Thursday, April 21, 2011

Rockfish Season

A dull mini trip report. I warned you.

April 16th, or there abouts depending on  the year, marks the practical start of fishing on the Chesapeake with the opening of rockfish season. Crowds of boats create a near-party atmosphere, and perhaps a little pressure not to strike out. Since the minimum keeper is 30 inches, you have to catch real fish!

Predictably, the weather in April can be nasty, and this year brought cold, near gale conditions, and rain. A few days later the sun came out, the temperature hit 85F, and the wind was predicted to be 15-20 knots with gusts to 25 knots. Good for a sailor, if a bit much for fishing.

Also good for tempting my daughter and a friend--it was Spring Break--to join me. Winter sailing tends to be a solo affair. A good opportunity for some early season sunburn. We blasted to the weather on a very close reach under reefed sails at 8-9 knots until suitably upwind, ready to turn troll homewards for rockfish. A nice warm, gusty wind. Some chop, but not bad. Delight. Jessica elected to sit on the tramp and get soaked with 55F water. Oh, to be young again... no, I think not.

The yo-yos are mounted center, port, and starboard, and 2 more on 7-foot outriggers (bamboo poles, one hidden from view behind the mainsheet). We tried a variety of lures. For us, large Rapella diving plugs work for rockfish, and yellow hose eels for blues. But I try other thing occasionally, since someone always swears by something different.

More on yo-yo fishing here: Yo Yo Fishing

After helping dropping the main and turning down wind--3-5 knots is optimum for tempting rockfish so only a bit of jib is needed--the kids retreated to the port cabin for dry clothes and warmth; yes, it was 80F, but not when wet. The wind died and the seas settled, I set 5 yo-yos with an assortment of lures, and sat back to, well, do nothing. To listen to the lines squeak and waves slap. Unfortunately, 15 minutes into that bliss one of the yo-yos tripped--fish on! After winding in 150 feet of 80-pound test line we were rewarded with a 20-inch throw back, but rules are rules, never mind that same fish is available in the market every day. But that fish is different, caught off-shore beyond the reach of regulations, and that makes... some... difference. Still, even a throw back is better than getting skunked.
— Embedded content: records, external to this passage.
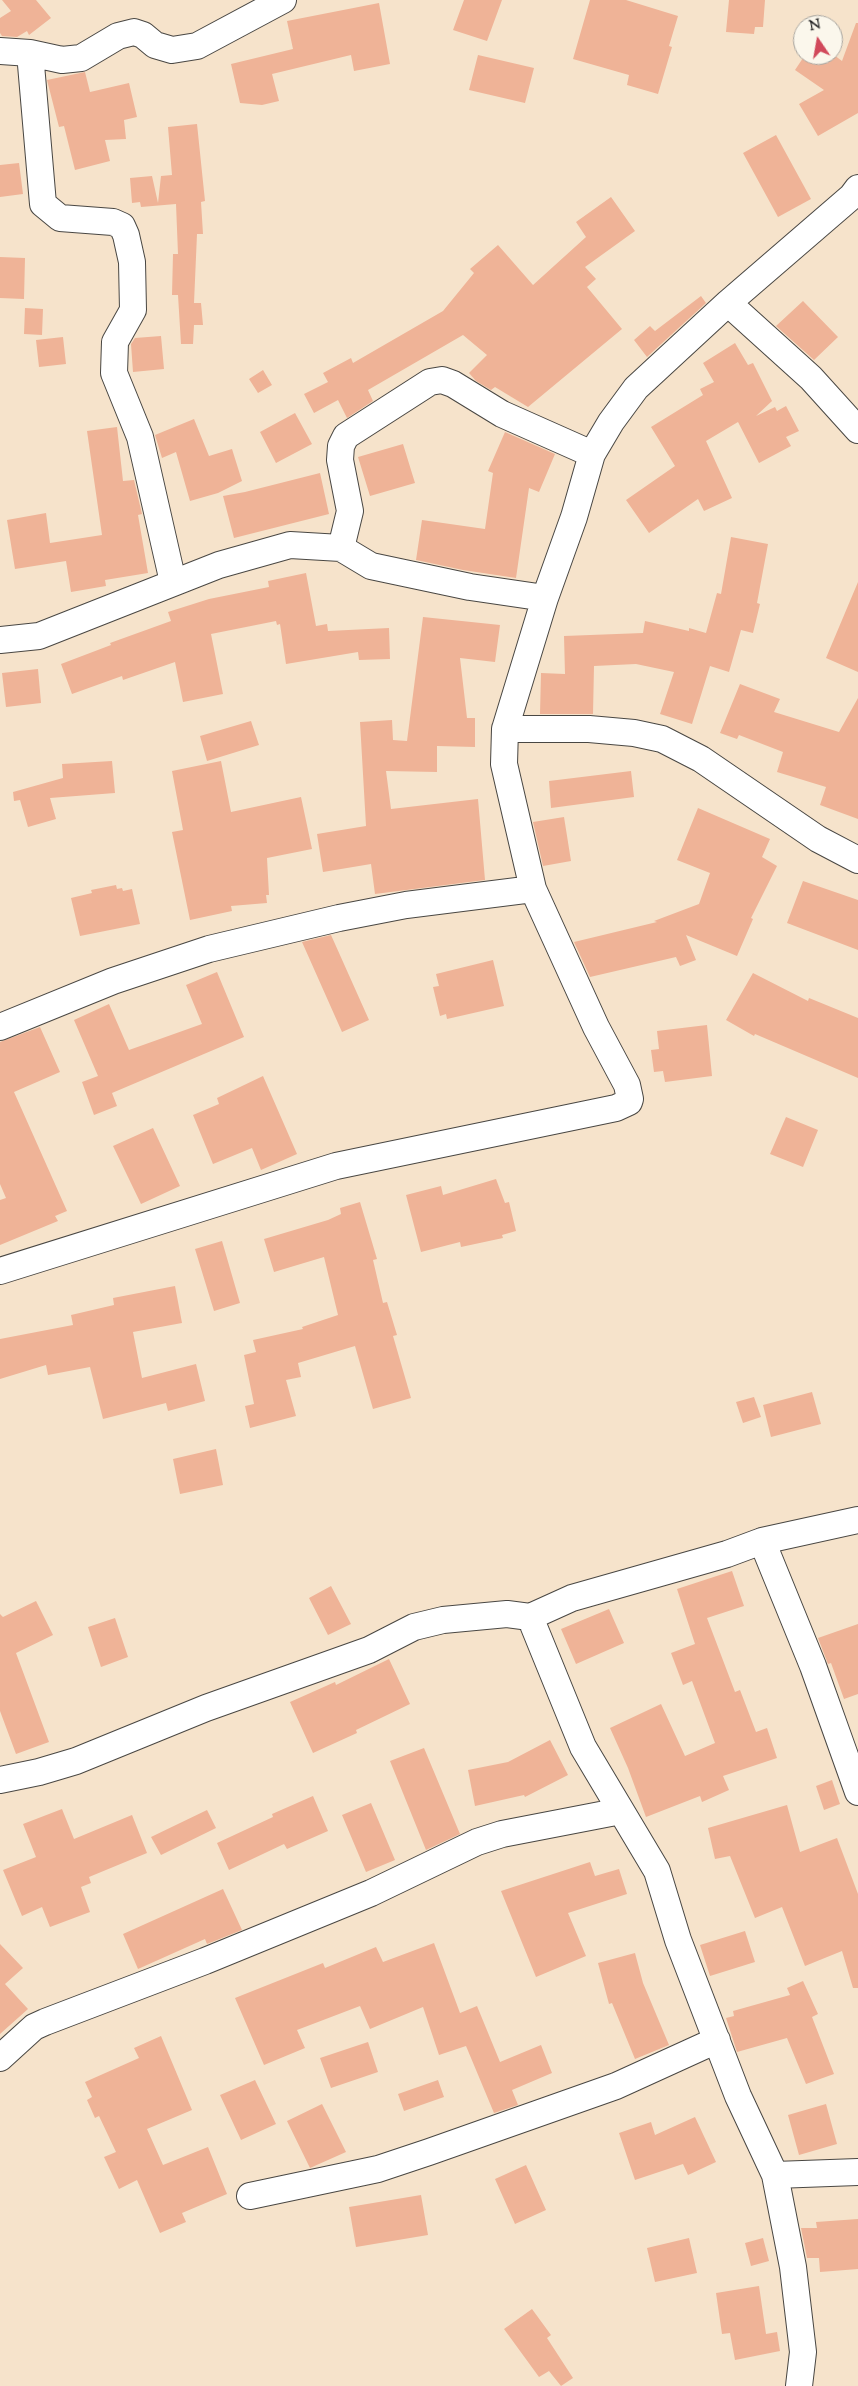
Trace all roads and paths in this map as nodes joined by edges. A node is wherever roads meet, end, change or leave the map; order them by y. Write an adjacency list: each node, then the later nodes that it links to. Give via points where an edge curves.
1 (283, 0): 3 (street, via 197,46 172,50 155,45 134,32 118,36 80,58 62,60)
2 (0, 51): 3 (street)
3 (30, 53): 9 (street, via 43,204 60,218 113,222 122,226 126,235 132,262 133,310 115,342 114,373 140,437)
4 (858, 188): 5 (street)
5 (728, 303): 6 (street, via 811,378); 7 (street, via 636,388)
6 (858, 430)
7 (592, 454): 8 (street, via 502,414 453,384 442,380 430,382 346,436 340,460 350,511); 10 (street)
8 (341, 548): 9 (street, via 290,545); 10 (street, via 371,566 470,587)
9 (173, 582): 11 (street, via 39,636)
10 (545, 598): 12 (street)
11 (0, 640)
12 (505, 730): 13 (street, via 589,729 662,739 701,759 818,840); 14 (street, via 504,764)
13 (858, 860)
14 (532, 889): 15 (street, via 406,905 209,949 113,981); 16 (street, via 596,1027 628,1085 628,1102 616,1108 336,1166)
15 (0, 1027)
16 (0, 1271)
17 (858, 1520): 18 (street)
18 (762, 1541): 19 (street, via 572,1598); 23 (street)
19 (530, 1617): 21 (street, via 507,1614 443,1620 414,1627 369,1650 206,1708 76,1761); 24 (street, via 584,1747)
20 (0, 1769): 21 (street, via 22,1764)
21 (33, 1772): 22 (street)
22 (0, 1780)
23 (857, 1786)
24 (621, 1811): 25 (street, via 657,1871 678,1940); 26 (street, via 502,1834 477,1842 371,1893 45,2022 34,2027)
25 (717, 2040): 28 (street, via 738,2096); 29 (street, via 616,2086 378,2170)
26 (0, 2058)
27 (858, 2172): 28 (street)
28 (775, 2174): 30 (street, via 794,2277 803,2352)
29 (250, 2196)
30 (799, 2386)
The VHF warned of a nasty gust front approaching (40 knots), so we made for a beach closer to the harbor; if we  were caught there, anchored, there would be no troubles. Why ruin a lazy day with work. The kids walked the beach and hunted fossil sharks teeth, while I finish a beer and and old movie. They returned, we tried to fall asleep on the tramp, and then headed in.
Of course, we reached the dock along with the gust front. It took 3 passes at the slip to out smart a brisk beam wind, but dock rash was avoided through firm application of throttle.
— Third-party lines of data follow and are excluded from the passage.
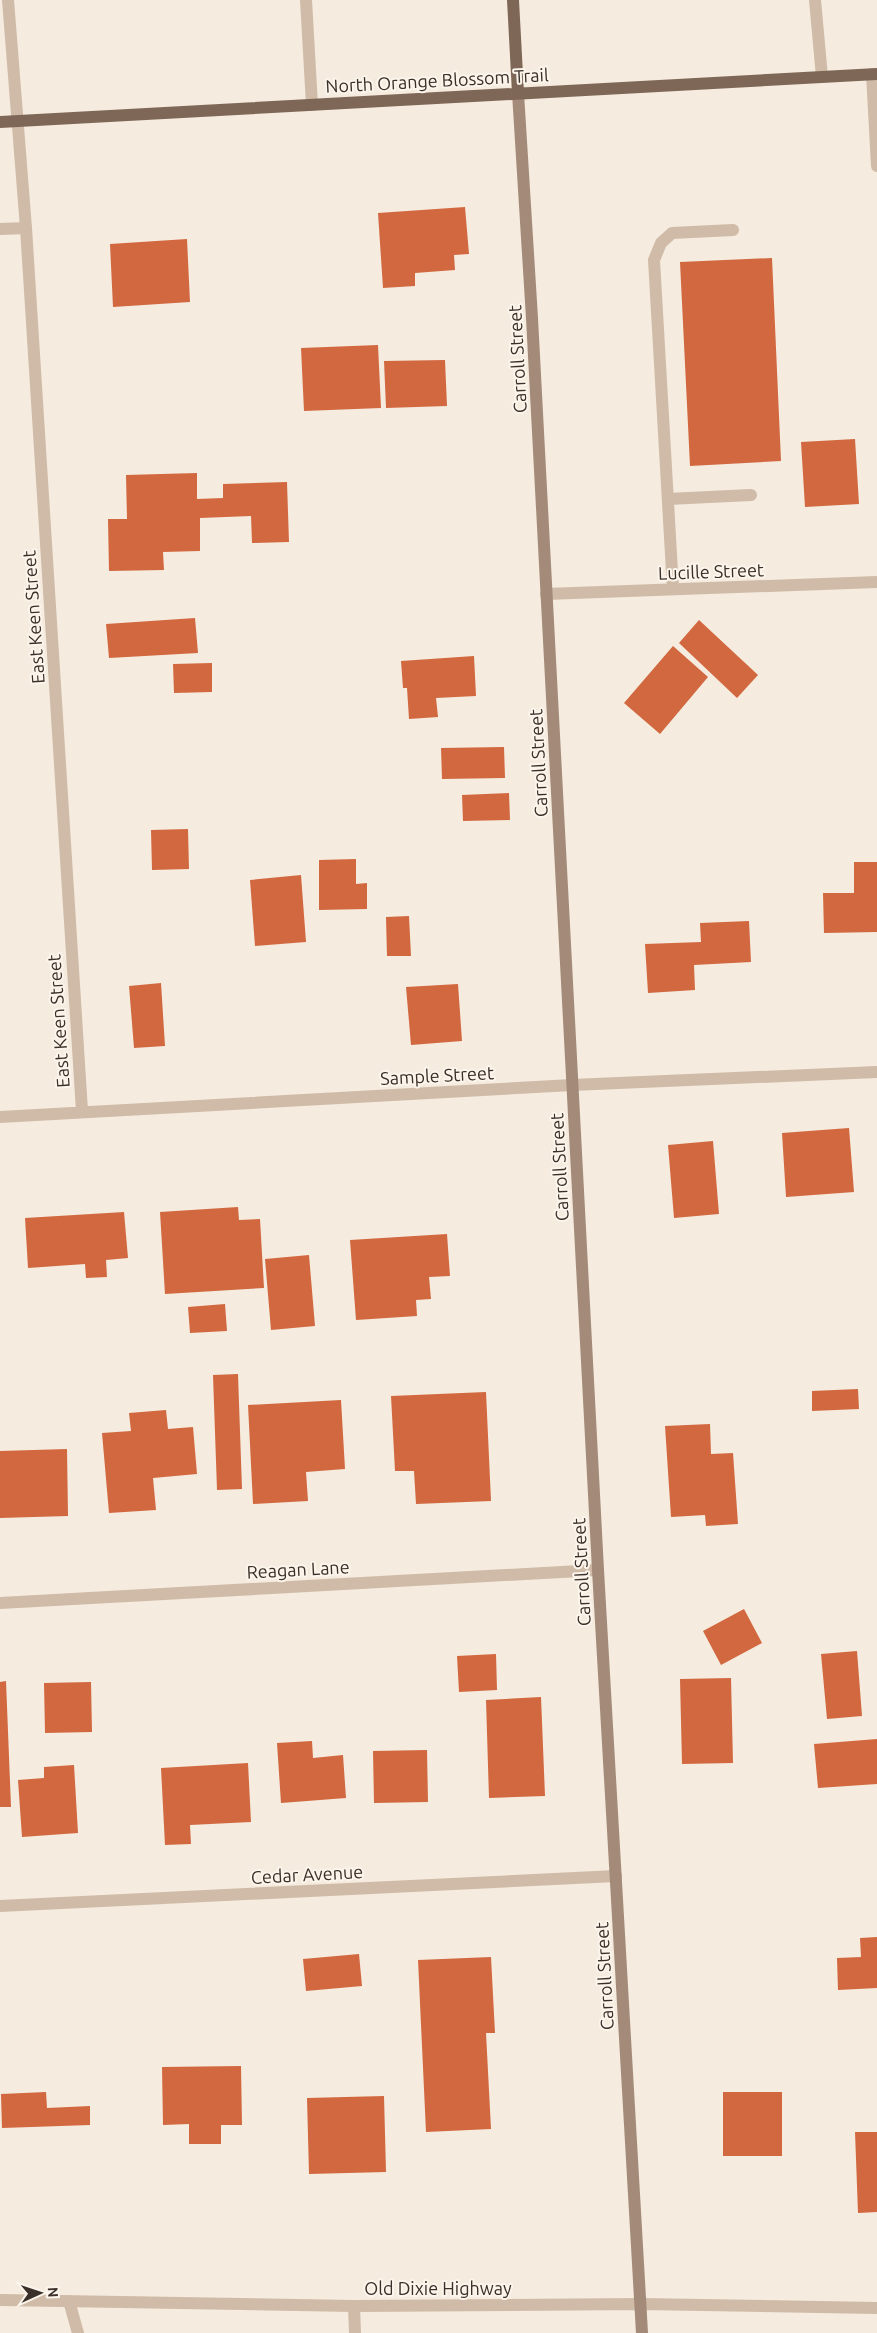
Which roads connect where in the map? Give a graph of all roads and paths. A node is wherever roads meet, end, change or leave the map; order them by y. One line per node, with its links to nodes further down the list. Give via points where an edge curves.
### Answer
1 (8, 0): 9 (street, East Keen Street)
2 (306, 0): 8 (street)
3 (513, 0): 7 (main road, Carroll Street)
4 (815, 0): 6 (street)
5 (874, 74): 6 (main road, North Orange Blossom Trail); 11 (street)
6 (822, 77): 7 (main road, North Orange Blossom Trail)
7 (518, 93): 8 (main road, North Orange Blossom Trail); 19 (main road, Carroll Street)
8 (312, 105): 9 (main road, North Orange Blossom Trail)
9 (17, 121): 10 (main road, North Orange Blossom Trail); 12 (street, East Keen Street)
10 (0, 122)
11 (877, 166)
12 (26, 228): 13 (street); 22 (street, East Keen Street)
13 (0, 229)
14 (733, 230): 16 (street, via 672,233 661,243 654,260)
15 (751, 495): 16 (street)
16 (668, 499): 18 (street)
17 (877, 582): 18 (street, Lucille Street)
18 (674, 589): 19 (street, Lucille Street)
19 (546, 594): 21 (main road, Carroll Street)
20 (877, 1072): 21 (street, Sample Street)
21 (572, 1085): 22 (street, Sample Street); 24 (main road, Carroll Street)
22 (82, 1111): 23 (street, Sample Street)
23 (0, 1117)
24 (598, 1570): 25 (street, Reagan Lane); 26 (main road, Carroll Street)
25 (0, 1603)
26 (616, 1876): 27 (street, Cedar Avenue); 30 (main road, Carroll Street)
27 (0, 1906)
28 (0, 2300): 29 (street, Old Dixie Highway)
29 (69, 2301): 31 (street, Old Dixie Highway); 33 (street)
30 (641, 2304): 31 (street, Old Dixie Highway); 32 (street, Old Dixie Highway); 35 (main road, Carroll Street)
31 (354, 2306): 34 (street)
32 (877, 2308)
33 (78, 2333)
34 (355, 2333)
35 (642, 2333)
And I spent a few minutes fooling with fitting my new solar panels (2 x 85 watts). I came up with an adjustable leg design I'm happy with; it compensates for the arch of the deck, provides for cooling, and since I'll epoxy them on, avoids holes. I'll post something when the protect is complete.

A nice day.

The foot is 1/2-inch pre-laminated FRP with a 1/4-inch x 1 1/2-inch stainless rod tapped and epoxied in. It will glue to the deck with thickened West System epoxy.
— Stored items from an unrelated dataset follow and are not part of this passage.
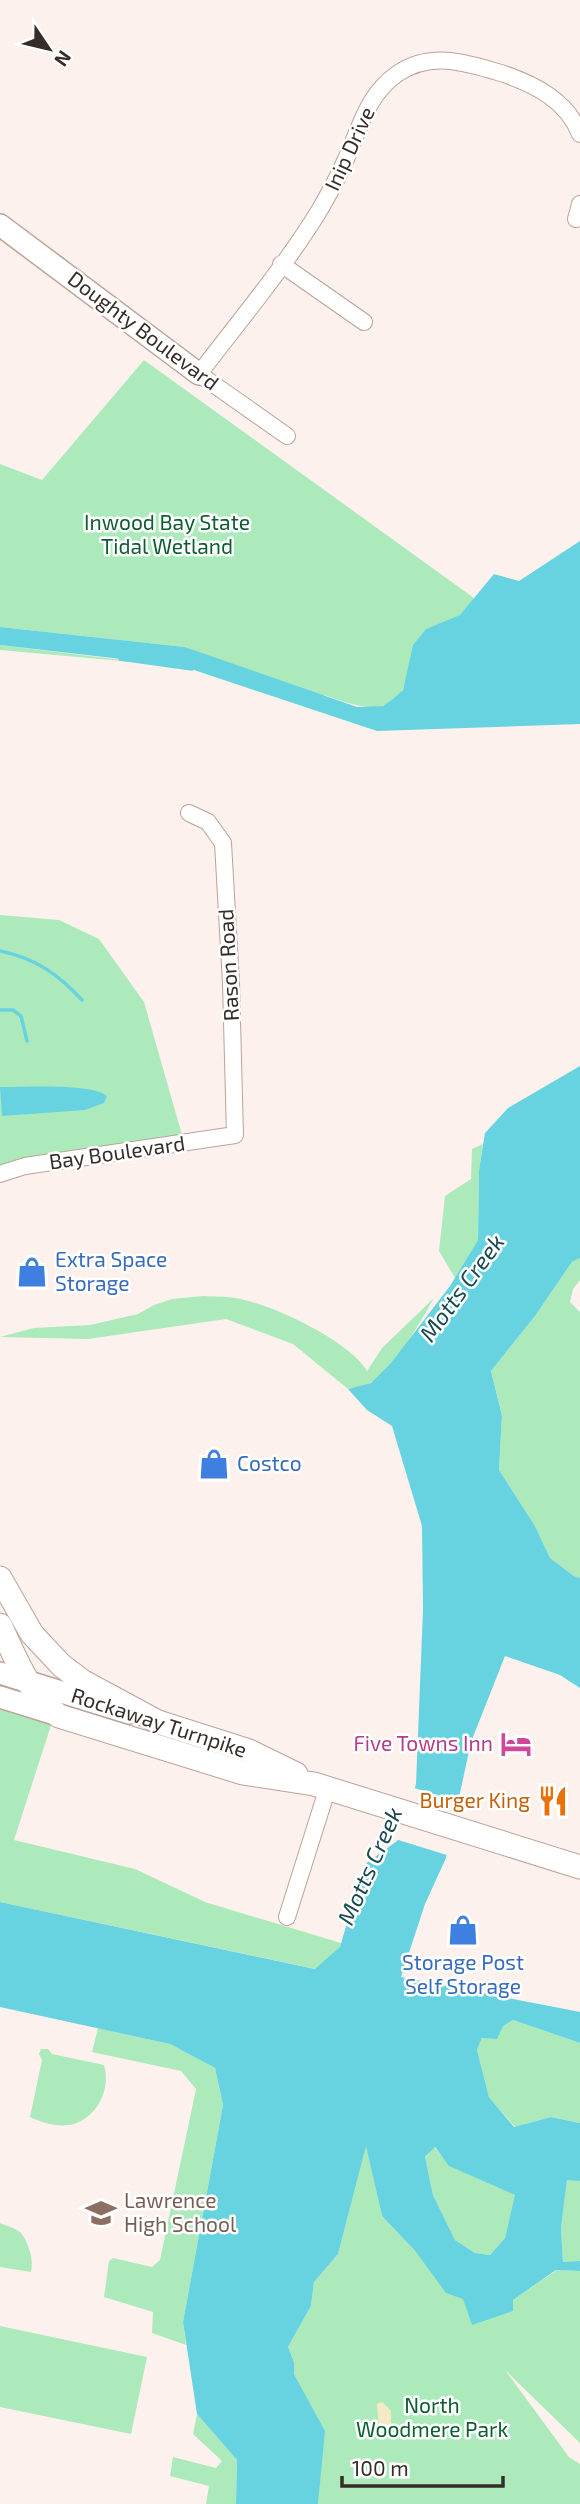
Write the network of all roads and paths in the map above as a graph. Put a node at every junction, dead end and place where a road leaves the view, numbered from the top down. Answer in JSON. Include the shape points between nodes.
{"nodes":[{"id":1,"x":580,"y":134,"type":"edge"},
{"id":2,"x":0,"y":225,"type":"edge"},
{"id":3,"x":281,"y":264,"type":"junction"},
{"id":4,"x":363,"y":322,"type":"dead end"},
{"id":5,"x":200,"y":374,"type":"junction"},
{"id":6,"x":287,"y":436,"type":"dead end"},
{"id":7,"x":189,"y":814,"type":"dead end"},
{"id":8,"x":234,"y":1135,"type":"joint"},
{"id":9,"x":0,"y":1174,"type":"edge"},
{"id":10,"x":0,"y":1578,"type":"edge"},
{"id":11,"x":0,"y":1625,"type":"edge"},
{"id":12,"x":0,"y":1672,"type":"edge"},
{"id":13,"x":27,"y":1680,"type":"junction"},
{"id":14,"x":0,"y":1697,"type":"edge"},
{"id":15,"x":60,"y":1716,"type":"junction"},
{"id":16,"x":158,"y":1722,"type":"junction"},
{"id":17,"x":321,"y":1785,"type":"junction"},
{"id":18,"x":580,"y":1867,"type":"edge"},
{"id":19,"x":287,"y":1917,"type":"dead end"}],
"edges":[{"from":1,"to":3,"type":"street","name":"Inip Drive","via":[[560,105],[540,88],[521,80],[449,60],[422,62],[398,72],[370,102],[330,192]]},
{"from":2,"to":5,"type":"main road","name":"Doughty Boulevard"},
{"from":3,"to":4,"type":"street"},
{"from":3,"to":5,"type":"street","name":"Inip Drive"},
{"from":5,"to":6,"type":"street","name":"Doughty Boulevard"},
{"from":7,"to":8,"type":"street","name":"Rason Road","via":[[208,822],[223,843]]},
{"from":8,"to":9,"type":"street","name":"Bay Boulevard","via":[[25,1166]]},
{"from":10,"to":16,"type":"highway","via":[[32,1634],[61,1665],[92,1688]]},
{"from":11,"to":13,"type":"highway"},
{"from":12,"to":13,"type":"main road","name":"Rockaway Turnpike"},
{"from":13,"to":15,"type":"highway","via":[[42,1702]]},
{"from":13,"to":16,"type":"main road","name":"Rockaway Turnpike"},
{"from":14,"to":15,"type":"main road","name":"Rockaway Turnpike"},
{"from":15,"to":17,"type":"highway","name":"Rockaway Turnpike","via":[[243,1773]]},
{"from":16,"to":17,"type":"highway","name":"Rockaway Turnpike","via":[[249,1751]]},
{"from":17,"to":18,"type":"highway","name":"Rockaway Turnpike"},
{"from":17,"to":19,"type":"street"}]}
  1. What kind of line clips do you use for the yoyos?

  2. This information is imbedded in the Yo-Yo Fishing post. See below:

    (refers to Yo-Yo fishing Post)
    I use 2 types: flat line clips from Bass Pro Shops you can find at the blue highlighted Bass Pro link just before the "Trolling" paragraph, and the tarp clips you can find just below that at the blue highlighted "tarp clip" link. They are from Home Depot.

    Cover the teeth on the tarp clips with athletic tape and they work very nearly as well. I tried them only because I had some on the boat and wanted to add a few more lines. To my great surprise, there was little difference.